Tuesday, June 23, 2009

Arroz Rojo

It's my post #13.
Gimme some Social D !
Because Thirteen's my lucky number ; )
Okay, that's all for now.

The red rice, and on the back, a vegan latina tester and some okra-spinach thing I
made with creole seasoning, curry and sesame seeds.

When I was like 14 or so, I used to eat bowls of this red rice.
I just love it : )


2 cups long grain rice
4 cups water
3/4 cup tomato sauce
1 tbsp. garlic salt with parsely (or regular salt to taste)

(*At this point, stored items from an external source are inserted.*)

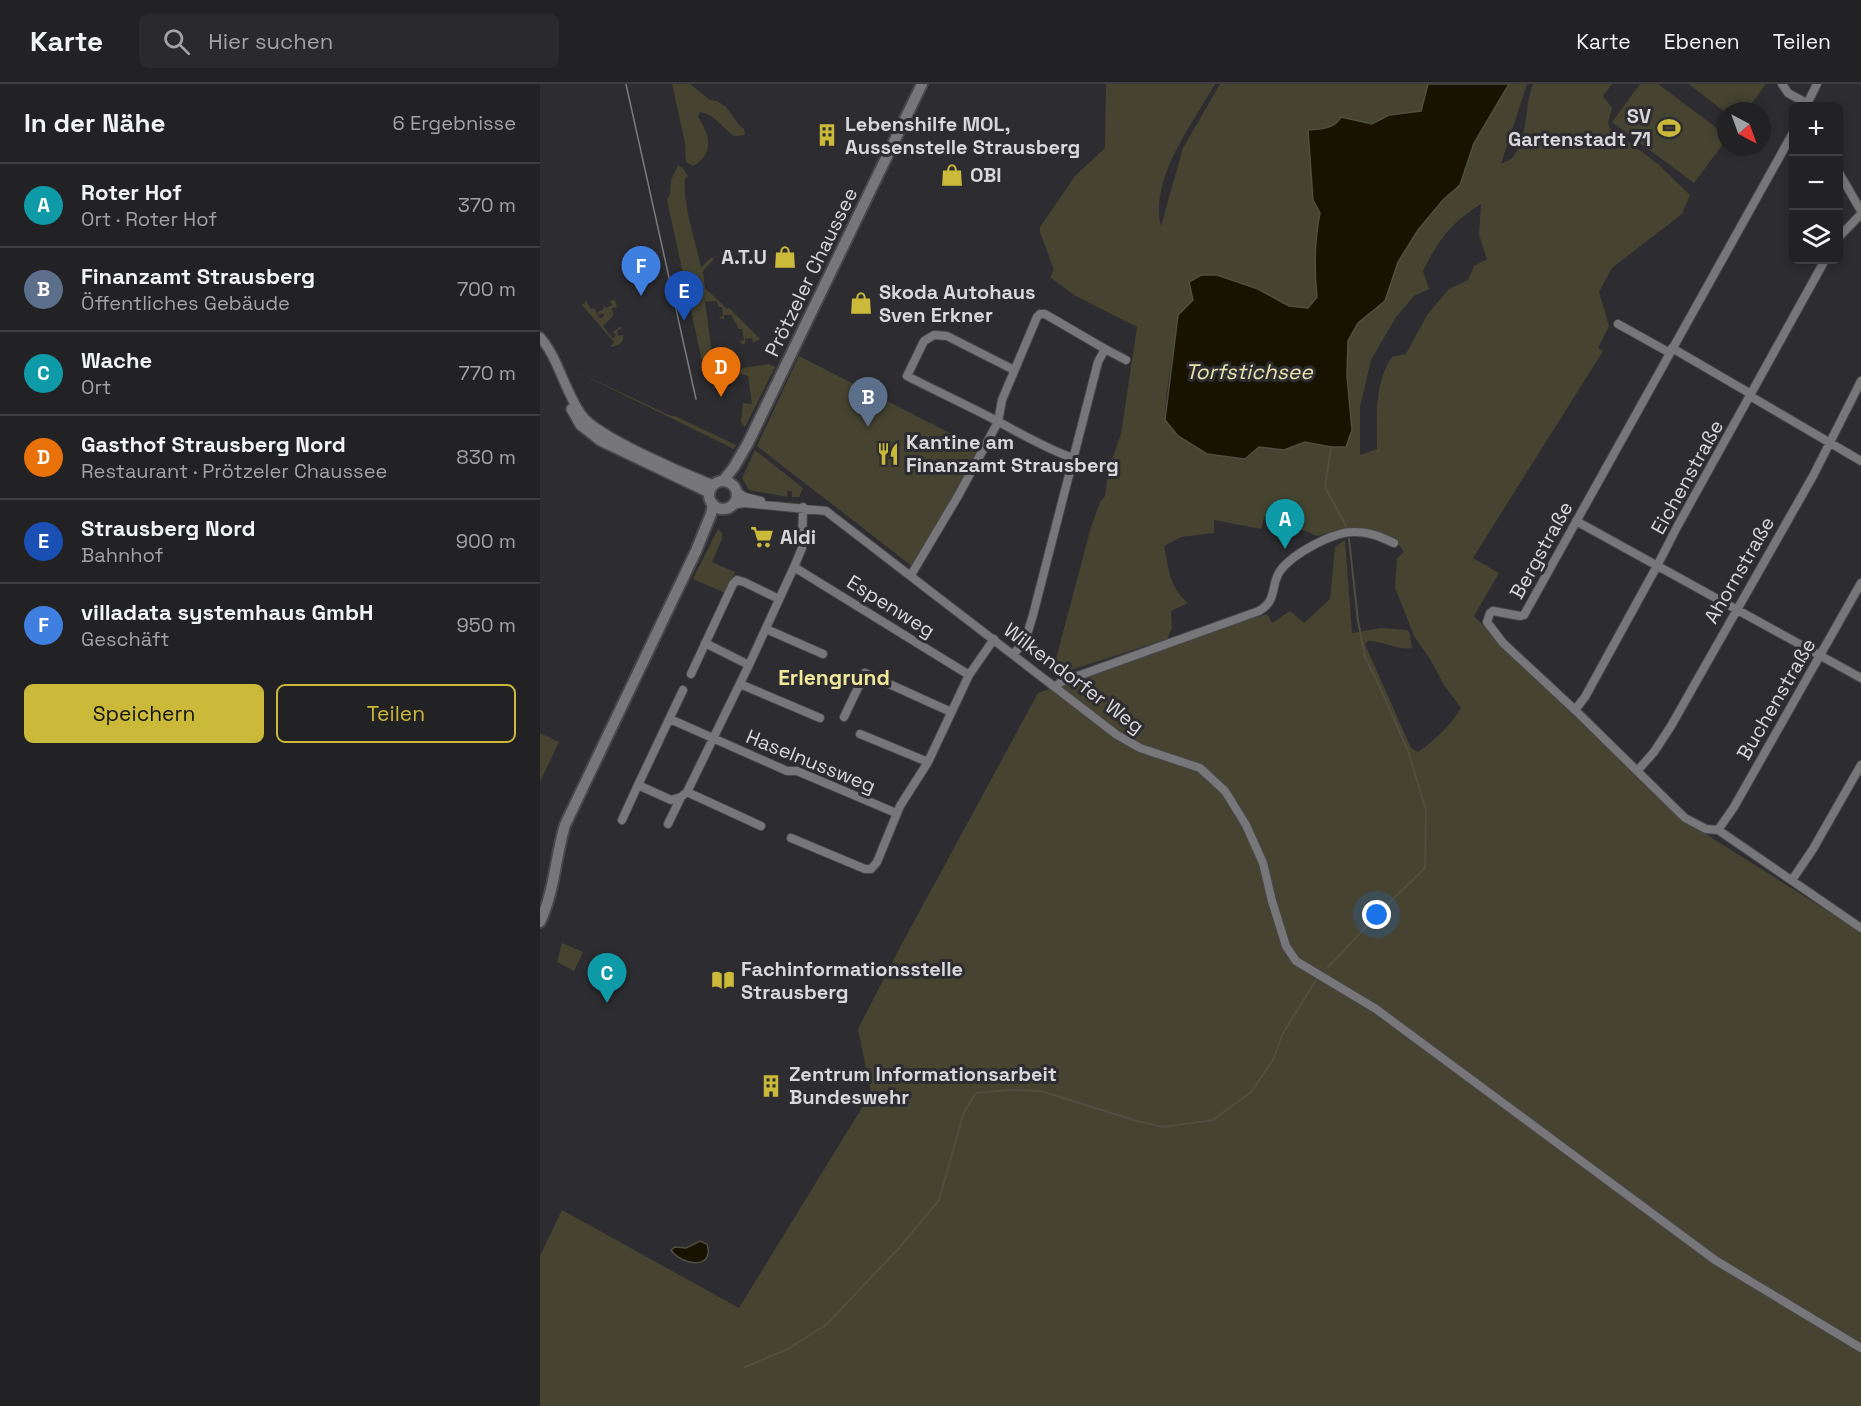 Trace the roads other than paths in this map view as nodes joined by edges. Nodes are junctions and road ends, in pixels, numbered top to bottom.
1 (922, 84) edge
2 (1782, 84) edge
3 (1817, 84) edge
4 (1802, 102) edge
5 (1808, 102) edge
6 (1789, 140) edge
7 (1843, 179) edge
8 (1861, 213) edge
9 (1843, 233) edge
10 (1823, 264) edge
11 (1618, 324) dead end
12 (540, 337) edge
13 (1105, 349) junction
14 (1671, 351) junction
15 (1126, 360) dead end
16 (1014, 370) junction
17 (1861, 381) edge
18 (1751, 395) junction
19 (998, 422) junction
20 (1830, 442) junction
21 (748, 443) junction
22 (1073, 458) junction
23 (1861, 461) edge
24 (735, 489) junction
25 (715, 491) junction
26 (786, 506) junction
27 (728, 507) junction
28 (803, 507) junction
29 (1576, 521) junction
30 (1394, 543) dead end
31 (696, 551) junction
32 (1658, 566) junction
33 (794, 567) junction
34 (911, 575) junction
35 (1861, 583) edge
36 (779, 599) junction
37 (1735, 610) junction
38 (766, 629) junction
39 (994, 639) junction
40 (705, 643) junction
41 (823, 654) dead end
42 (1014, 654) junction
43 (1819, 656) junction
44 (749, 665) junction
45 (691, 674) dead end
46 (969, 675) junction
47 (1861, 678) edge
48 (740, 684) junction
49 (1056, 687) junction
50 (683, 690) dead end
51 (1575, 710) junction
52 (951, 712) junction
53 (844, 717) dead end
54 (820, 718) dead end
55 (669, 719) junction
56 (860, 734) dead end
57 (714, 739) junction
58 (928, 762) junction
59 (1861, 765) edge
60 (1638, 770) junction
61 (638, 785) junction
62 (684, 794) junction
63 (896, 813) junction
64 (622, 820) dead end
65 (668, 824) dead end
66 (761, 825) dead end
67 (1718, 830) junction
68 (791, 838) dead end
69 (555, 867) junction
70 (1792, 880) junction
71 (540, 907) edge
72 (540, 922) edge
73 (1861, 928) edge
74 (1861, 1348) edge

1 - 21 main road, Prötzeler Chaussee
2 - 4 street
3 - 5 street
6 - 14 street, Bergstraße
7 - 8 street
8 - 9 street
10 - 18 street, Eichenstraße
11 - 14 street
12 - 25 street
13 - 15 street
13 - 16 street
13 - 22 street
14 - 18 street
14 - 29 street, Bergstraße
16 - 19 street
16 - 19 street
17 - 20 street, Ahornstraße
18 - 20 street
18 - 32 street, Eichenstraße
19 - 22 street
19 - 34 street
20 - 23 street
20 - 37 street, Ahornstraße
21 - 24 main road, Prötzeler Chaussee
21 - 25 main road, Prötzeler Chaussee
22 - 42 street
24 - 25 main road
24 - 26 street, Wilkendorfer Weg
24 - 27 main road, Prötzeler Chaussee
25 - 27 main road
25 - 31 main road, Prötzeler Chaussee
26 - 27 street, Wilkendorfer Weg
26 - 28 street, Wilkendorfer Weg
27 - 31 main road, Prötzeler Chaussee
28 - 33 street
28 - 34 street, Wilkendorfer Weg
29 - 32 street
29 - 51 street, Bergstraße
30 - 49 street
31 - 69 main road, Prötzeler Chaussee
32 - 37 street
32 - 51 street, Eichenstraße
33 - 36 street
33 - 46 street, Espenweg
34 - 39 street, Wilkendorfer Weg
35 - 43 street, Buchenstraße
36 - 38 street
36 - 40 street
37 - 43 street
37 - 60 street, Ahornstraße
38 - 41 street
38 - 44 street
39 - 42 street, Wilkendorfer Weg
39 - 46 street
40 - 44 street
40 - 45 street
42 - 49 street, Wilkendorfer Weg
43 - 47 street
43 - 67 street, Buchenstraße
44 - 48 street
46 - 52 street
48 - 54 street
48 - 57 street
49 - 74 street, Wilkendorfer Weg
50 - 55 street
51 - 60 street, Bergstraße
52 - 53 street
52 - 58 street
55 - 57 street, Haselnussweg
55 - 61 street
56 - 58 street
57 - 62 street
57 - 63 street, Haselnussweg
58 - 63 street
59 - 70 street
60 - 67 street, Bergstraße
61 - 62 street
61 - 64 street
62 - 65 street
62 - 66 street
63 - 68 street
67 - 70 street, Bergstraße
69 - 71 main road, Prötzeler Chaussee
69 - 72 main road, Prötzeler Chaussee
70 - 73 street, Bergstraße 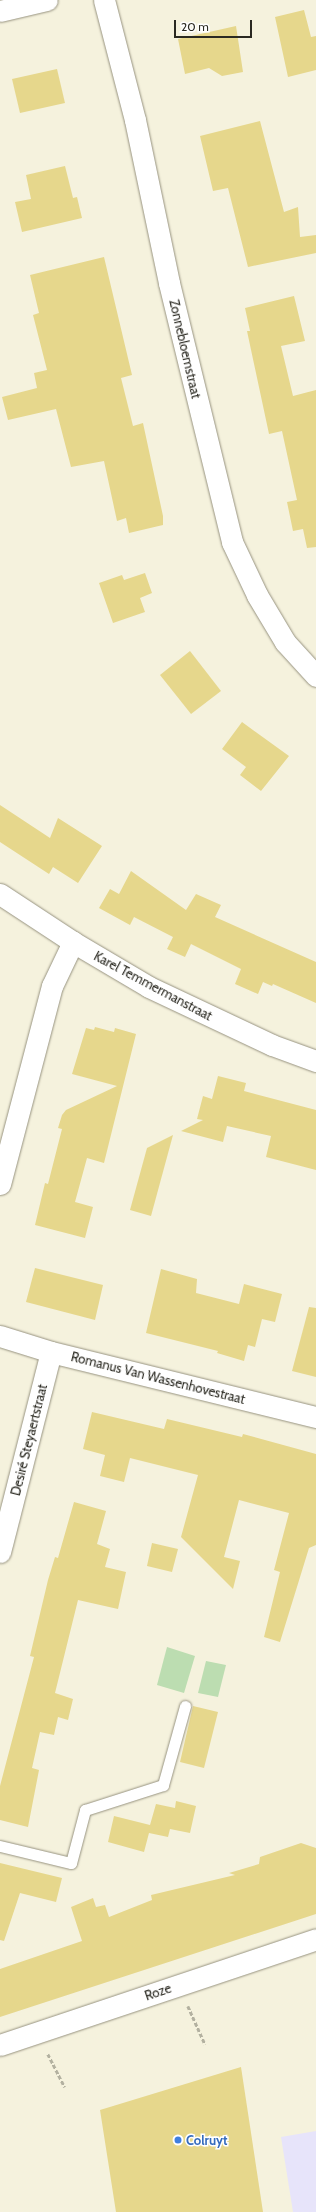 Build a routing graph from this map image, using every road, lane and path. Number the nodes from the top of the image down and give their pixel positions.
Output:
1 (47, 0) edge
2 (104, 0) edge
3 (0, 11) edge
4 (316, 676) edge
5 (0, 894) edge
6 (73, 942) junction
7 (316, 1061) edge
8 (0, 1184) edge
9 (0, 1336) edge
10 (51, 1352) junction
11 (316, 1417) edge
12 (0, 1552) edge
13 (185, 1706) dead end
14 (0, 1846) edge
15 (316, 1939) edge
16 (179, 1985) junction
17 (37, 2032) junction
18 (205, 2044) dead end
19 (0, 2045) edge
20 (65, 2087) dead end

1 - 3 street
2 - 4 street, Zonnebloemstraat
5 - 6 street, Karel Temmermanstraat
6 - 7 street, Karel Temmermanstraat
6 - 8 street
9 - 10 street, Romanus Van Wassenhovestraat
10 - 11 street, Romanus Van Wassenhovestraat
10 - 12 street, Desiré Steyaertstraat
13 - 14 lane
15 - 16 street, Roze
16 - 17 street, Roze
16 - 18 path
17 - 19 street, Roze
17 - 20 path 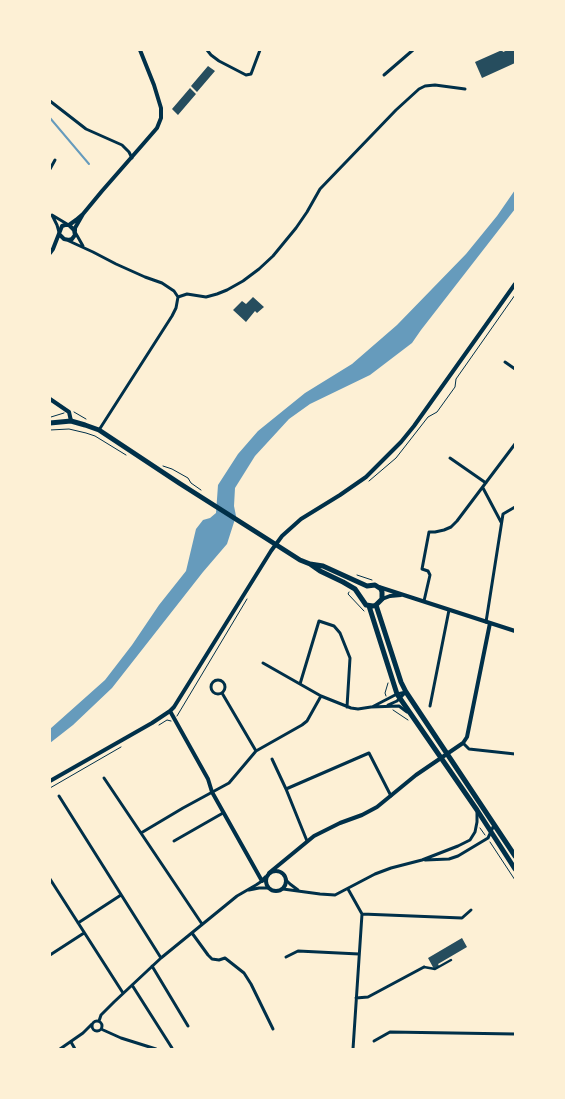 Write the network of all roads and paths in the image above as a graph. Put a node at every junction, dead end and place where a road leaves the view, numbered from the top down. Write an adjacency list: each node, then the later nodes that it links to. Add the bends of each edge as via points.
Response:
1 (140, 50): 8 (street, via 154,85 161,118 157,128)
2 (207, 50): 3 (street, via 219,61 246,75 251,74)
3 (260, 50)
4 (413, 50): 5 (street)
5 (384, 75)
6 (466, 89): 21 (street, via 435,85 419,89 320,189 296,228 259,269 217,294)
7 (50, 101): 8 (street, via 86,129 122,145)
8 (132, 159): 12 (street)
9 (55, 160): 10 (street)
10 (50, 170)
11 (51, 214): 13 (street); 15 (street)
12 (83, 214): 13 (street); 14 (street)
13 (68, 224): 14 (street); 15 (street, via 62,226)
14 (75, 232): 16 (street, via 72,239); 17 (street)
15 (59, 233): 16 (street); 18 (street)
16 (66, 240): 17 (street); 18 (street)
17 (85, 248): 21 (street, via 169,286)
18 (53, 249): 19 (street)
19 (50, 253)
20 (515, 284): 66 (street, via 401,442 366,476 301,519 282,536)
21 (178, 297): 28 (street, via 172,316)
22 (505, 362): 23 (street)
23 (515, 369)
24 (50, 399): 25 (street, via 68,412)
25 (71, 421): 26 (main road); 28 (main road)
26 (50, 423)
27 (50, 430): 29 (path, via 76,430)
28 (99, 430): 36 (main road)
29 (106, 442)
30 (515, 444): 32 (street)
31 (450, 458): 32 (street)
32 (486, 483): 33 (street)
33 (483, 488): 35 (street); 46 (street, via 451,527 429,532 422,569 430,575)
34 (515, 506): 35 (street, via 503,514)
35 (501, 522): 51 (street)
36 (310, 564): 37 (main road); 38 (main road)
37 (344, 575): 38 (main road, via 332,572); 40 (main road)
38 (328, 576): 45 (main road, via 355,589)
39 (375, 585): 40 (main road); 42 (street); 44 (main road, via 382,592)
40 (367, 586): 45 (main road, via 362,590)
41 (348, 594): 50 (path)
42 (403, 594): 44 (street); 46 (street)
43 (248, 597): 68 (path)
44 (382, 599): 47 (main road)
45 (362, 600): 48 (main road)
46 (424, 601): 49 (street)
47 (376, 605): 48 (main road); 55 (main road)
48 (369, 606): 59 (main road)
49 (449, 610): 51 (street); 63 (street)
50 (366, 613)
51 (488, 623): 52 (street); 71 (street, via 467,737)
52 (515, 631)
53 (263, 663): 54 (street)
54 (300, 684): 58 (street); 64 (street, via 319,621 334,626 350,658)
55 (406, 692): 59 (street); 75 (main road)
56 (222, 693): 56 (street, via 224,683 214,683 214,692); 73 (street)
57 (385, 694): 60 (path)
58 (321, 696): 64 (street); 73 (street, via 307,721)
59 (398, 696): 60 (street); 61 (street); 67 (main road)
60 (387, 698): 65 (street)
61 (385, 706): 62 (street); 65 (street)
62 (390, 706): 67 (street, via 399,706); 69 (path)
63 (430, 706)
64 (347, 707): 65 (street)
65 (371, 707)
66 (170, 711): 68 (street); 79 (street)
67 (412, 715): 77 (main road)
68 (175, 720): 70 (path); 82 (street)
69 (410, 721)
70 (159, 724)
71 (463, 743): 74 (street, via 468,748); 75 (street)
72 (125, 744): 80 (path)
73 (256, 751): 82 (street, via 232,780)
74 (515, 754)
75 (448, 755): 77 (street); 87 (main road)
76 (272, 759): 81 (street)
77 (441, 759): 84 (street, via 416,774); 85 (main road)
78 (104, 778): 88 (street)
79 (50, 781)
80 (50, 788)
81 (286, 789): 84 (street, via 370,753); 91 (street)
82 (212, 792): 86 (street); 88 (street)
83 (59, 796): 107 (street)
84 (391, 796): 91 (street, via 377,808 320,832)
85 (477, 810): 89 (main road); 95 (street, via 475,832 470,840)
86 (223, 813): 90 (street); 101 (street)
87 (494, 825): 89 (street); 94 (main road)
88 (140, 834): 111 (street)
89 (490, 835): 95 (street, via 458,856); 96 (main road)
90 (174, 841)
91 (307, 841): 93 (street)
92 (490, 844): 100 (path)
93 (289, 856): 97 (street); 98 (street, via 283,868)
94 (515, 856)
95 (422, 860): 104 (street, via 375,874)
96 (515, 869)
97 (267, 875): 98 (street, via 279,871); 101 (street); 102 (street)
98 (285, 877): 103 (street); 105 (street)
99 (50, 880): 110 (street)
100 (515, 880)
101 (262, 881): 106 (street)
102 (269, 888): 103 (street, via 274,891); 106 (street)
103 (283, 889): 105 (street)
104 (348, 889): 105 (street, via 335,895); 109 (street)
105 (298, 890)
106 (246, 891): 111 (street)
107 (121, 895): 110 (street); 117 (street)
108 (470, 910): 109 (street, via 462,918)
109 (362, 914): 114 (street)
110 (78, 923): 113 (street)
111 (202, 924): 112 (street)
112 (192, 932): 117 (street); 128 (street, via 212,959 225,958 244,973)
113 (84, 933): 115 (street); 122 (street)
114 (359, 954): 116 (street, via 298,951); 123 (street)
115 (50, 955)
116 (286, 957)
117 (161, 958): 119 (street)
118 (451, 960): 120 (street, via 436,970)
119 (152, 966): 121 (street); 126 (street)
120 (424, 967): 123 (street, via 368,997)
121 (132, 985): 122 (street); 134 (street)
122 (123, 993): 124 (street)
123 (356, 998): 138 (street)
124 (99, 1021): 125 (street); 127 (street)
125 (92, 1024): 129 (street); 130 (street)
126 (188, 1026)
127 (101, 1029): 129 (street); 137 (street)
128 (273, 1029)
129 (94, 1030): 130 (street)
130 (83, 1033): 133 (street)
131 (515, 1034): 132 (street, via 390,1032)
132 (374, 1041)
133 (71, 1042): 135 (street); 136 (street)
134 (172, 1048)
135 (60, 1049)
136 (75, 1049)
137 (156, 1049)
138 (353, 1049)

In a pot (high-heat), stir the rice until some white specks appear or until slightly toasted.
Pour in the water carefully; mix in the tomato sauce.
Stir to get everything combined, add the salt and stir again.
When the water reaches a boil, cover with lid and lower heat.
Oh, are those rice grains sneeking trough a thin tomato-y film already : ) ?
Uncover and once you're sure the water evaporated almost completely, turn the heat off.
Let it sit for a while (or until warm enough to eat).


  1. I love rice, so I'm bookmarking this for sure! I can almost smell it cooking now...


    PS BTW, your directions are hilarious! "Oh, are those rice grains sneeking trough a thin tomato-y film already?" LOL!

  2. I love red rice. I like to eat it with sliced bananas on top. No joke. try it!